And then I admitted a terrible thing…something I’d never admitted to anyone before. Anyone but myself: “I just…I guess I just don’t like him enough not to.”

“I don’t think it has anything to do with how much you like or dislike Seth,” Tommy said, absently letting one of the curls of my hair wrap around a finger as he played with it. “I think it has to do with the fact that you wanted him for so long, and then you got him, and you realized he wasn’t so great after all. But you couldn’t break up with him, because you’re Katie Ellison, smartest girl in the class. Breaking up with Seth means you’d be admitting you made a mistake. And brainiac Katie Ellison doesn’t make mistakes.”

“Th-that—” I stammered. “That’s ridiculous!”

“Is it? Maybe. Or maybe it’s just that you’ve never been able to stand disappointing people, and if you broke up with Seth, that would disappoint a lot of people…especially Seth. So you’re doing everything you can to get him to break up with you. Only it’s not working.”

“Ha!” I cried. “That’s funny! No, really, that’s rich. You think I
want
Seth to find out about me and Eric?”

“Exactly,” Tommy said. “Only he’s not bright enough. Really, Katie, the whole thing boils down to how much you dislike yourself.”

I jerked my head away, so the curl fell away from his finger and bobbed back against my face.

“What do you mean?” I demanded. “I like myself. I totally like myself.
Too much
, maybe,” I added after a second, thinking about Quahog Princess, and how sure Sidney and I were that we were going to win.

“I don’t think so,” Tommy said, shaking his head. “I’ve seen your photos, remember?”

I glared at him in the light from the street lamp. “What about my photos?”

“You’re a great photographer,” Tommy admitted. “But like Mr. Bird said, you’re better at taking pictures of other people than you are of anything else. I think it’s because you understand people…and you don’t judge them. It’s
yourself
you don’t seem to understand…or be totally honest with.”

“What are you talking about?” I shook my head. “I may lie a lot…that’s true. But to other people. Not myself.”

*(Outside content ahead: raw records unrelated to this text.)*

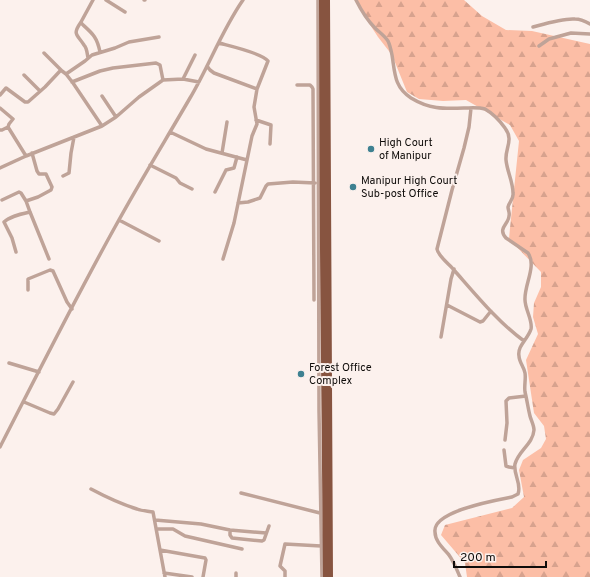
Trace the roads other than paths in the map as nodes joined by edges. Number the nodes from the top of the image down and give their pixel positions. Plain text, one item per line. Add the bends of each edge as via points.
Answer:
1 (93, 0) edge
2 (106, 0) edge
3 (243, 0) edge
4 (318, 0) edge
5 (322, 0) edge
6 (326, 0) edge
7 (356, 0) edge
8 (125, 12) dead end
9 (81, 22) junction
10 (590, 24) edge
11 (533, 27) dead end
12 (590, 34) edge
13 (159, 37) dead end
14 (219, 43) junction
15 (539, 46) dead end
16 (100, 52) junction
17 (44, 53) dead end
18 (195, 55) dead end
19 (88, 58) junction
20 (207, 66) junction
21 (62, 71) junction
22 (66, 74) junction
23 (24, 75) dead end
24 (183, 79) junction
25 (163, 80) junction
26 (72, 82) junction
27 (199, 82) junction
28 (296, 85) dead end
29 (257, 89) junction
30 (40, 91) junction
31 (0, 95) edge
32 (102, 96) dead end
33 (0, 108) edge
34 (470, 108) junction
35 (116, 117) junction
36 (256, 120) junction
37 (227, 122) dead end
38 (102, 126) junction
39 (8, 127) junction
40 (0, 130) edge
41 (170, 132) junction
42 (74, 137) junction
43 (270, 144) dead end
44 (32, 153) junction
45 (222, 153) junction
46 (26, 156) junction
47 (237, 157) junction
48 (247, 160) junction
49 (150, 165) junction
50 (0, 168) edge
51 (62, 176) dead end
52 (313, 183) junction
53 (318, 183) junction
54 (192, 189) dead end
55 (215, 192) dead end
56 (2, 200) dead end
57 (26, 201) junction
58 (238, 202) junction
59 (30, 212) junction
60 (119, 220) junction
61 (159, 241) dead end
62 (16, 252) dead end
63 (49, 259) dead end
64 (223, 259) dead end
65 (454, 269) junction
66 (28, 290) dead end
67 (314, 300) dead end
68 (446, 306) junction
69 (72, 309) junction
70 (491, 311) junction
71 (441, 337) dead end
72 (524, 341) junction
73 (8, 362) dead end
74 (39, 372) junction
75 (73, 382) dead end
76 (526, 396) junction
77 (24, 402) junction
78 (505, 440) dead end
79 (0, 447) edge
80 (504, 450) dead end
81 (515, 468) junction
82 (91, 489) dead end
83 (241, 493) dead end
84 (320, 513) junction
85 (155, 520) junction
86 (269, 526) dead end
87 (156, 529) junction
88 (230, 530) junction
89 (266, 533) junction
90 (321, 546) junction
91 (242, 549) dead end
92 (160, 550) junction
93 (164, 575) edge
94 (192, 577) edge
95 (203, 577) edge
96 (285, 577) edge
97 (322, 577) edge
98 (326, 577) edge
99 (330, 577) edge
100 (460, 577) edge

1 - 9 street
2 - 8 street
3 - 14 street
4 - 53 street
5 - 98 highway
6 - 99 highway
7 - 34 street via 369,21 388,41 400,89 414,100 436,108
9 - 16 street via 95,36
9 - 19 street via 76,34 86,47
10 - 11 street via 573,19
12 - 15 street via 571,33 547,40
13 - 16 street via 129,42
14 - 20 street
14 - 29 street via 267,59
16 - 19 street
17 - 21 street
18 - 24 street
19 - 22 street
20 - 27 street
20 - 29 street via 214,73
21 - 22 street
21 - 30 street
22 - 26 street
23 - 30 street
24 - 25 street
24 - 27 street
25 - 26 street via 160,64 156,63 113,68
25 - 35 street
26 - 38 street
27 - 41 street
28 - 52 street via 312,86 313,90
29 - 36 street via 254,107
30 - 31 street via 26,102 6,88
32 - 35 street
33 - 39 street via 13,119
34 - 65 street via 466,140 438,249 439,254
34 - 72 street via 482,108 490,113 509,137 506,159 513,195 508,206 510,215 503,232 506,238 528,253 531,260 525,300 532,324
35 - 38 street
36 - 43 street via 271,125
36 - 48 street
37 - 45 street
38 - 42 street
39 - 40 street
39 - 46 street
41 - 45 street via 206,149
41 - 49 street
42 - 44 street
42 - 51 street via 69,173
44 - 46 street
44 - 57 street via 38,173 46,174 52,188
45 - 47 street
46 - 50 street
47 - 48 street
47 - 55 street via 234,168 226,170
48 - 58 street
49 - 54 street
49 - 60 street
52 - 53 street
52 - 58 street via 268,184 260,198
52 - 67 street
53 - 84 street
56 - 57 street via 20,192
57 - 59 street
58 - 64 street
59 - 62 street via 4,222
59 - 63 street
60 - 61 street
60 - 69 street
65 - 68 street
65 - 70 street
66 - 69 street via 28,279 53,271
68 - 70 street via 480,322
68 - 71 street
69 - 74 street
70 - 72 street
72 - 76 street via 518,354 525,372
73 - 74 street
74 - 77 street
75 - 77 street via 54,414
76 - 78 street via 509,398 506,401
76 - 81 street via 534,431 518,456
77 - 79 street
80 - 81 street via 506,466
81 - 100 street via 518,494 450,514 435,528 435,535
82 - 85 street via 106,498 139,510 151,511
83 - 84 street
84 - 90 street
85 - 87 street
85 - 88 street via 201,524
86 - 89 street
87 - 91 street via 173,529 185,536
87 - 92 street
88 - 89 street
88 - 89 street via 231,537 236,539 262,541
90 - 96 street via 285,544 280,566 285,570
90 - 97 street
92 - 93 street
92 - 95 street via 205,558
93 - 94 street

“Oh, yeah?” He looked amused about something. “
Pelicans
, Katie?”

“So what?” I shrugged. “So what if I like to take pictures of pelicans? What does that prove?”

“That you’re just trying to give people what you think they want. It’s not what
you
want.”

Why did I get the feeling he wasn’t actually talking about pelicans? The thing was, I didn’t know what the heck he
was
talking about. Worse, I didn’t even really care. Because all I wanted to do was kiss him some more.

“People like pelicans,” I stammered. Because it was the only thing I could think of to say.

“Yeah,” Tommy said. “People do. Just like people like quahogs. But
you
don’t. People love Seth Turner. But you don’t. I think the problem with you, Katie, is that you’ve been so busy for these past few years, giving people what you think they want, you haven’t stopped to think about what
you
want.”

I looked at his lips. I had no idea what he was talking about. I
totally
knew what I wanted. At least, right then.

“Or maybe you have,” Tommy said with a smile, apparently noting the direction of my gaze. “And it scares you.”

“I’m not scared,” I assured him. And for once, I wasn’t lying.

And then, much to my satisfaction, he was kissing me again. I’m not at all sure how long we’d have stayed in that parking lot, kissing—or maybe even more than kissing,
considering the way things were rapidly seeming to develop—if I hadn’t noticed, on the backs of my closed eyelids, a light that was much brighter than the streetlight we were under.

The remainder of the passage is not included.